• Task to complete: Leaving out every picture, copy the lines of the data exactly, from the first through the line containing "Turn the roads other than paths in the".

[Items listed in a dataset]
↓↓↓

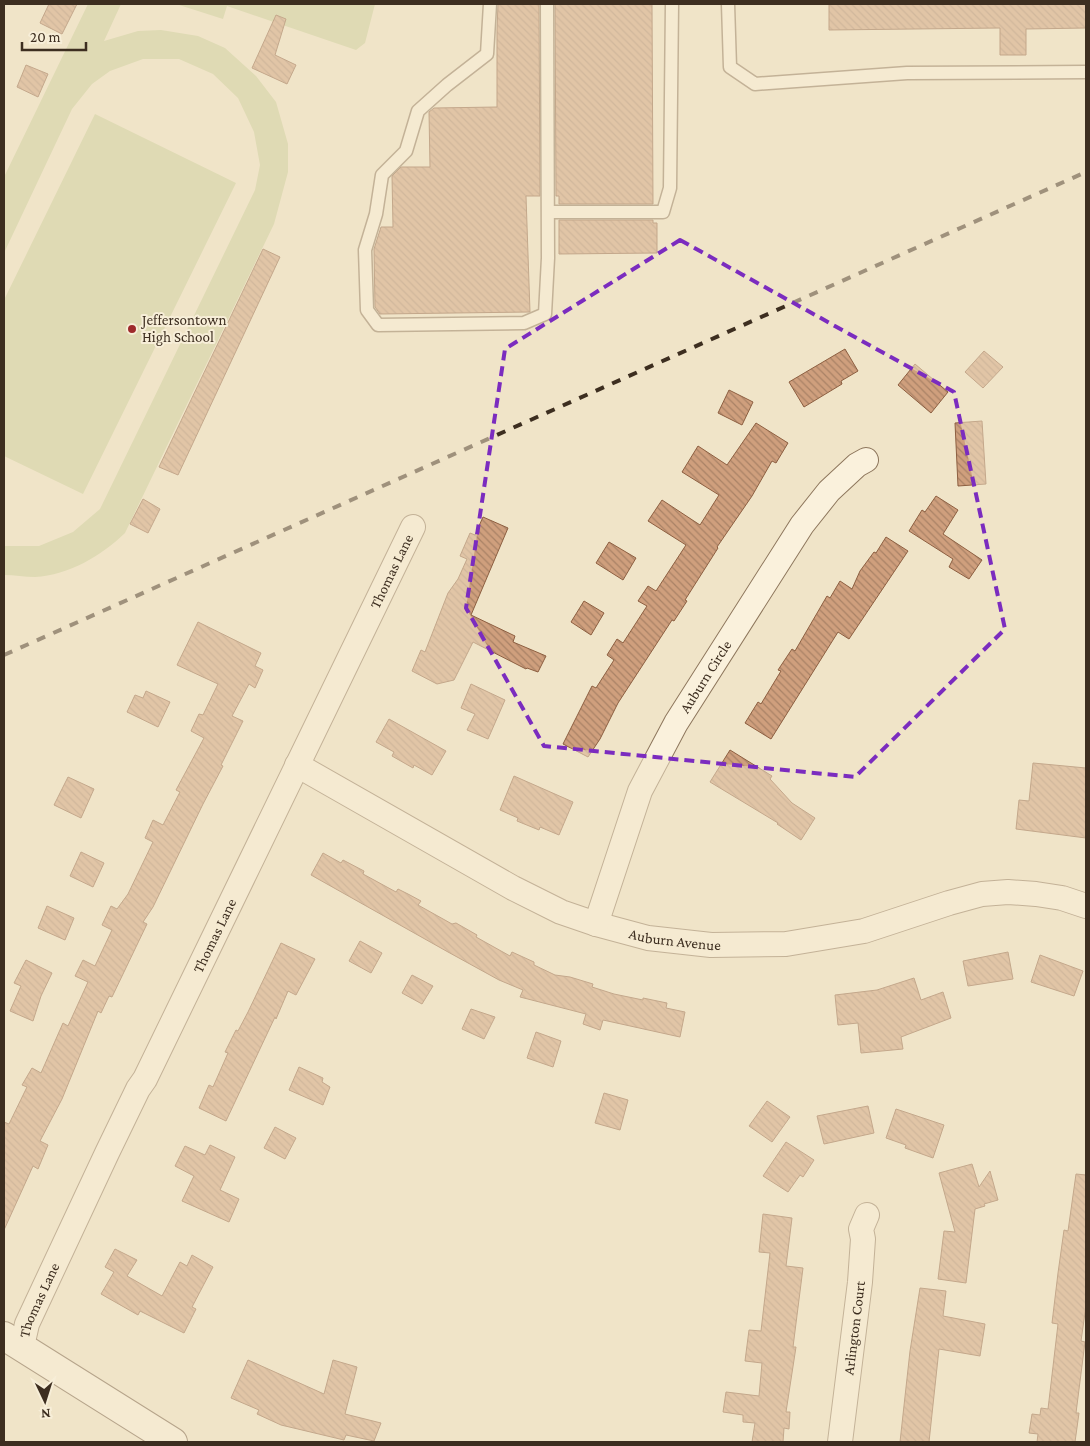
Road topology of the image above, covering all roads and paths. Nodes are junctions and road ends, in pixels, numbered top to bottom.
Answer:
1 (490, 4) edge
2 (547, 4) edge
3 (672, 4) edge
4 (728, 4) edge
5 (1086, 72) edge
6 (548, 212) junction
7 (866, 460) dead end
8 (413, 527) dead end
9 (297, 765) junction
10 (1086, 906) edge
11 (596, 924) junction
12 (867, 1215) dead end
13 (13, 1341) edge
14 (173, 1442) edge
15 (840, 1442) edge

1 - 6 lane
2 - 6 lane
3 - 6 lane
4 - 5 lane
7 - 11 street, Auburn Circle
8 - 9 street, Thomas Lane
9 - 11 street, Auburn Avenue
9 - 13 street, Thomas Lane
10 - 11 street, Auburn Avenue
12 - 15 street, Arlington Court
13 - 14 street

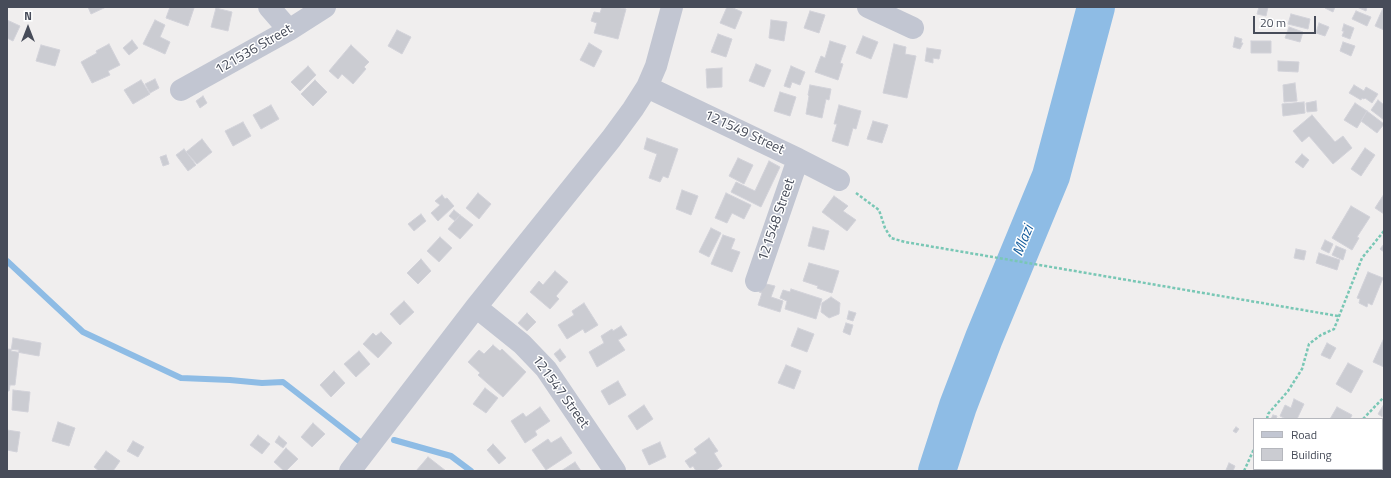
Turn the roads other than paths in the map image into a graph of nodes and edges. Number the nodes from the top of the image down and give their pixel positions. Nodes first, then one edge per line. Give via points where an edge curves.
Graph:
1 (269, 7) edge
2 (325, 7) edge
3 (672, 7) edge
4 (868, 7) edge
5 (913, 28) dead end
6 (289, 30) junction
7 (647, 87) junction
8 (181, 90) dead end
9 (798, 158) junction
10 (840, 180) road end
11 (756, 281) dead end
12 (476, 306) junction
13 (350, 471) edge
14 (615, 471) edge

1 - 6 street
2 - 6 street, 121536 Street
3 - 7 street via 656,66
4 - 5 street
6 - 8 street, 121536 Street
7 - 9 street, 121549 Street
7 - 12 street via 611,139
9 - 10 street, 121549 Street
9 - 11 street, 121548 Street
12 - 13 street
12 - 14 street, 121547 Street via 522,344 546,369

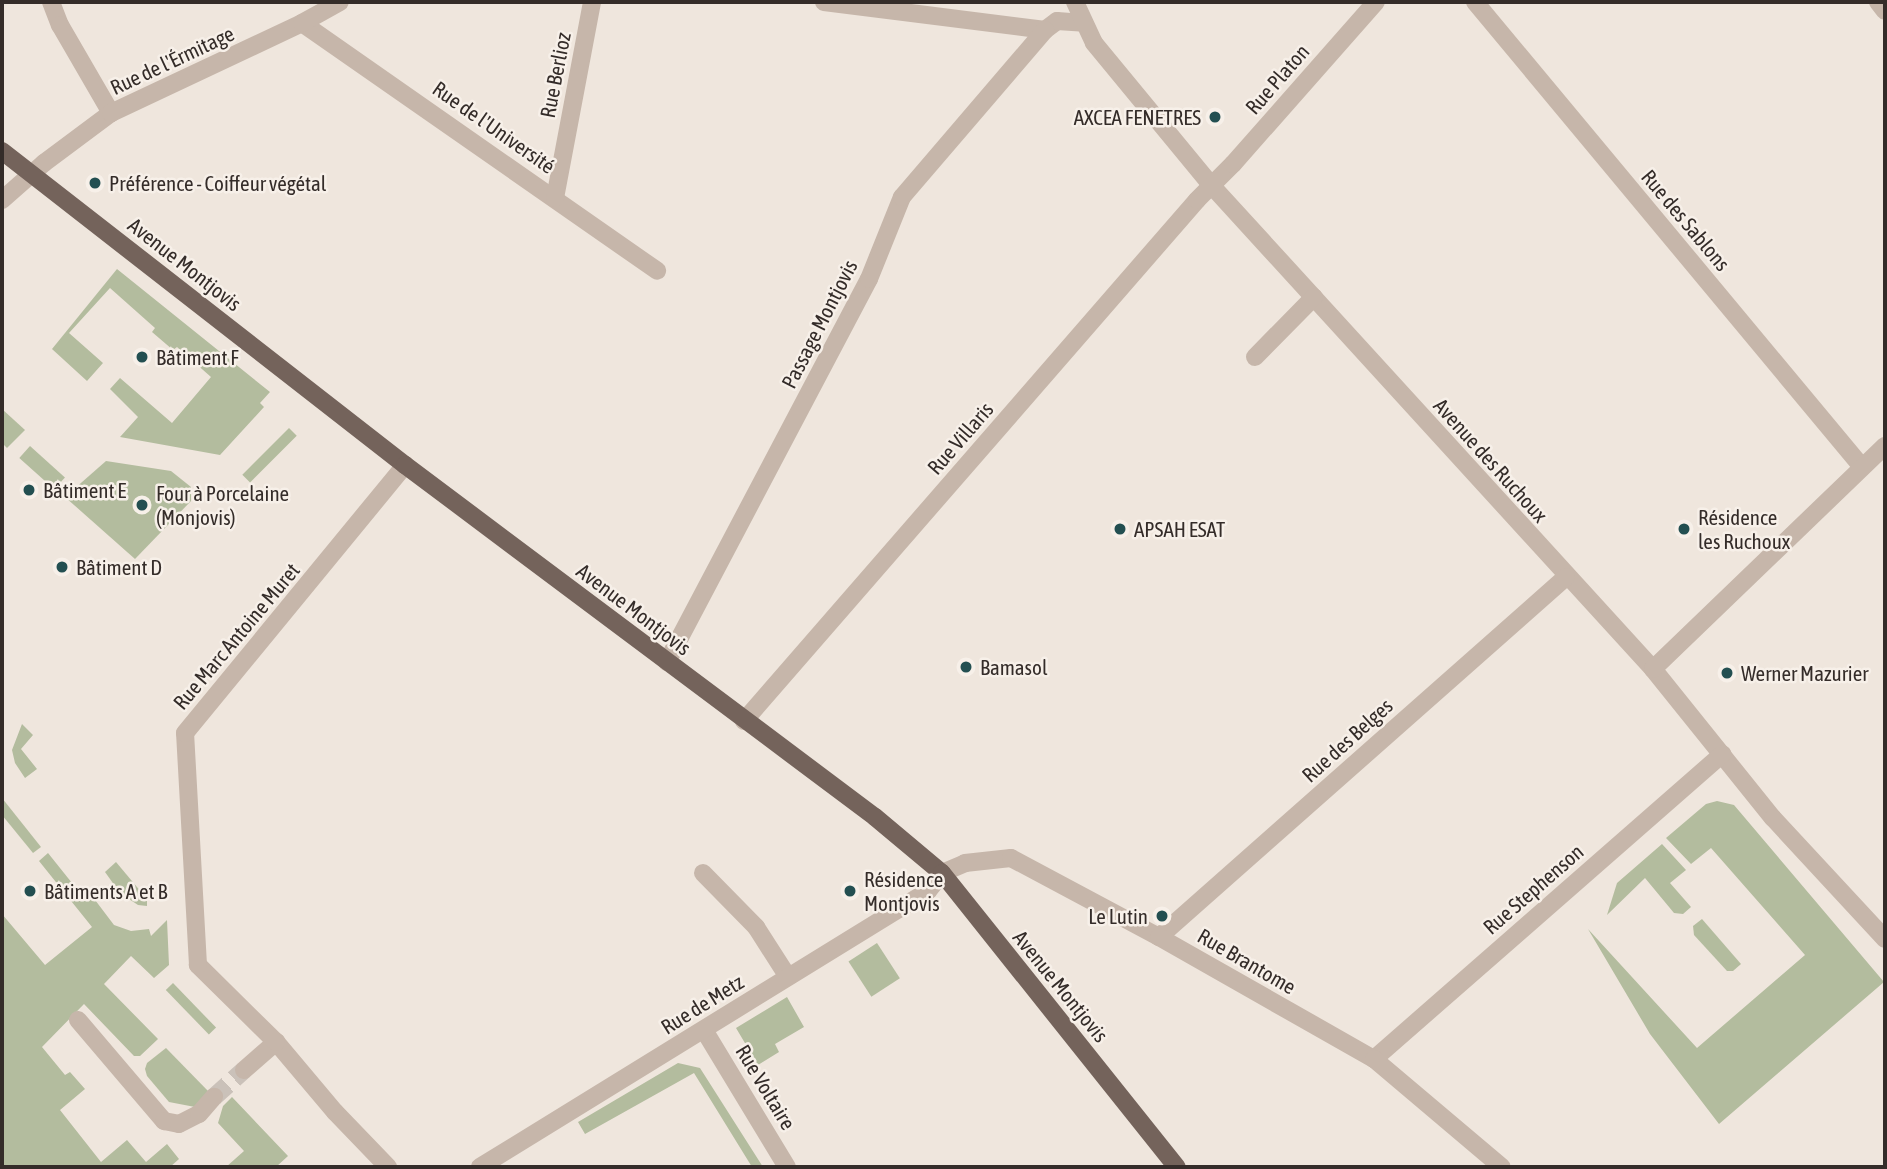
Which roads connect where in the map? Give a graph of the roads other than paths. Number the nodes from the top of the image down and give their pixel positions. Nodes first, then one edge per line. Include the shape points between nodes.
1 (51, 2) edge
2 (340, 2) edge
3 (592, 2) edge
4 (824, 2) edge
5 (1075, 2) edge
6 (1376, 2) edge
7 (1475, 2) edge
8 (1878, 2) edge
9 (1885, 11) edge
10 (302, 23) junction
11 (1084, 23) junction
12 (1045, 30) junction
13 (111, 113) junction
14 (2, 151) edge
15 (33, 175) junction
16 (1212, 186) junction
17 (555, 198) junction
18 (2, 200) edge
19 (657, 271) dead end
20 (1314, 297) junction
21 (1255, 356) dead end
22 (1885, 446) edge
23 (405, 465) junction
24 (1862, 467) junction
25 (1566, 577) junction
26 (667, 662) junction
27 (1654, 669) junction
28 (744, 721) junction
29 (1723, 754) junction
30 (703, 873) dead end
31 (942, 873) junction
32 (1879, 922) edge
33 (1159, 937) junction
34 (1885, 939) edge
35 (788, 977) junction
36 (78, 1020) dead end
37 (704, 1030) junction
38 (276, 1042) junction
39 (1374, 1059) junction
40 (244, 1070) tunnel mouth
41 (214, 1097) tunnel mouth
42 (388, 1167) edge
43 (480, 1167) edge
44 (787, 1167) edge
45 (1177, 1167) edge
46 (1502, 1167) edge

1 - 13 street
2 - 10 street, Rue de l'Érmitage
3 - 17 street, Rue Berlioz
4 - 12 street
5 - 11 street, Avenue des Ruchoux
6 - 16 street, Rue Platon
7 - 24 street, Rue des Sablons
8 - 9 street
10 - 13 street, Rue de l'Érmitage
10 - 17 street, Rue de l'Université
11 - 12 street via 1057,21
11 - 16 street, Avenue des Ruchoux via 1094,43
12 - 26 street, Passage Montjovis via 902,197 869,279
13 - 15 street, Rue de l'Érmitage
14 - 15 main road, Avenue Montjovis
15 - 18 street, Rue de l'Érmitage
15 - 23 main road, Avenue Montjovis
16 - 20 street, Avenue des Ruchoux
16 - 28 street, Rue Villaris
17 - 19 street, Rue de l'Université
20 - 21 street
20 - 25 street, Avenue des Ruchoux
22 - 24 street
23 - 26 main road, Avenue Montjovis
23 - 38 street, Rue Marc Antoine Muret via 185,733 198,965
24 - 27 street
25 - 27 street, Avenue des Ruchoux
25 - 33 street, Rue des Belges
26 - 28 main road, Avenue Montjovis
27 - 29 street, Avenue des Ruchoux
28 - 31 main road, Avenue Montjovis via 875,817
29 - 32 street, Avenue des Ruchoux via 1773,818
29 - 39 street, Rue Stephenson
30 - 35 street via 757,927
31 - 33 street, Rue Brantome via 965,863 1011,858
31 - 35 street, Rue de Metz via 928,891
31 - 45 main road, Avenue Montjovis
32 - 34 street, Avenue des Ruchoux
33 - 39 street, Rue Brantome
35 - 37 street, Rue de Metz
36 - 41 street via 164,1121 179,1124 199,1114
37 - 43 street, Rue de Metz
37 - 44 street, Rue Voltaire
38 - 40 street
38 - 42 street, Rue Marc Antoine Muret
39 - 46 street, Rue Brantome

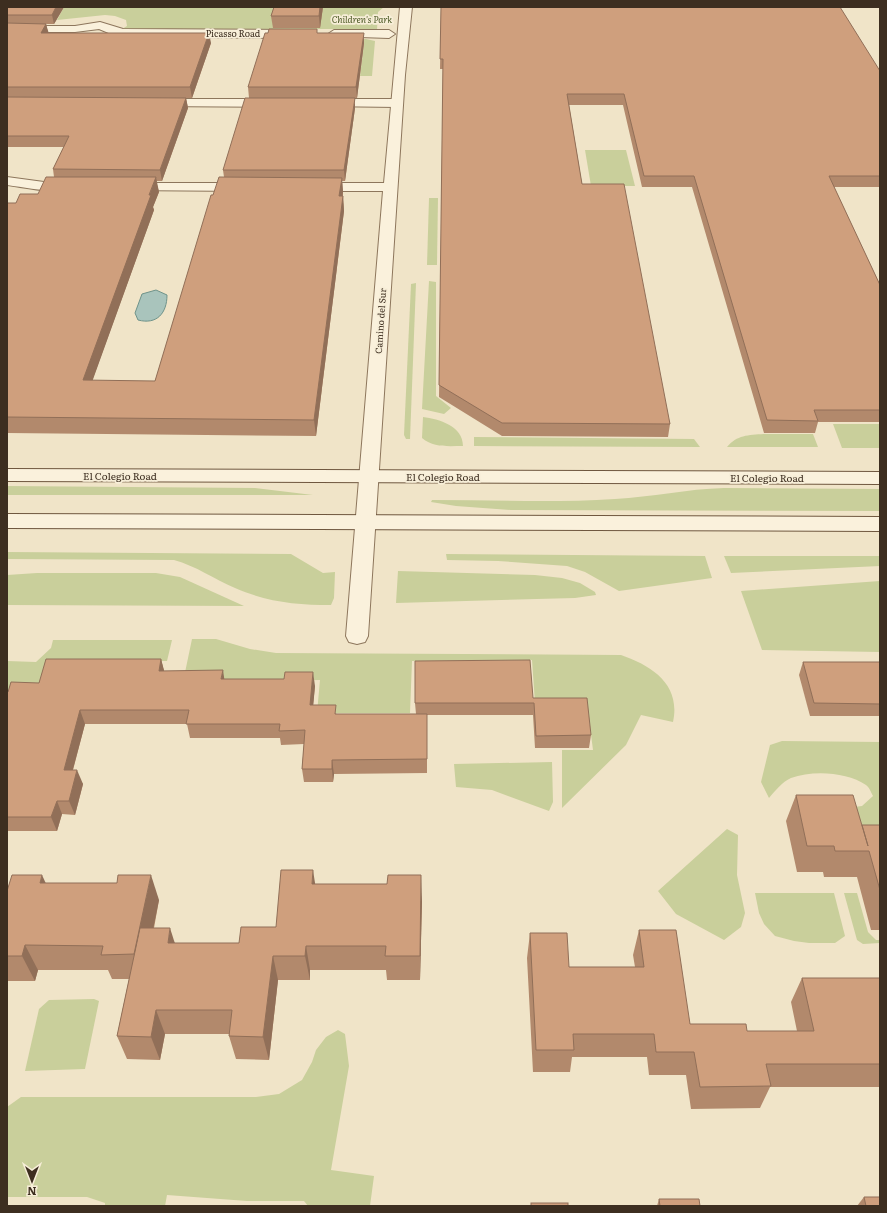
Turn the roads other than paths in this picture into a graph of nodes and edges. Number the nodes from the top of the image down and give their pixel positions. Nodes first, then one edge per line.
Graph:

↑↑↑

• Written answer:
Road topology of the image above, covering all roads and paths. Nodes are junctions and road ends, in pixels, numbered top to bottom.
Answer:
1 (490, 4) edge
2 (547, 4) edge
3 (672, 4) edge
4 (728, 4) edge
5 (1086, 72) edge
6 (548, 212) junction
7 (866, 460) dead end
8 (413, 527) dead end
9 (297, 765) junction
10 (1086, 906) edge
11 (596, 924) junction
12 (867, 1215) dead end
13 (13, 1341) edge
14 (173, 1442) edge
15 (840, 1442) edge

1 - 6 lane
2 - 6 lane
3 - 6 lane
4 - 5 lane
7 - 11 street, Auburn Circle
8 - 9 street, Thomas Lane
9 - 11 street, Auburn Avenue
9 - 13 street, Thomas Lane
10 - 11 street, Auburn Avenue
12 - 15 street, Arlington Court
13 - 14 street

Turn the roads other than paths in the map image into a graph of nodes and edges. Number the nodes from the top of the image down and give their pixel positions. Nodes first, then one edge per line. Give via points where an edge curves.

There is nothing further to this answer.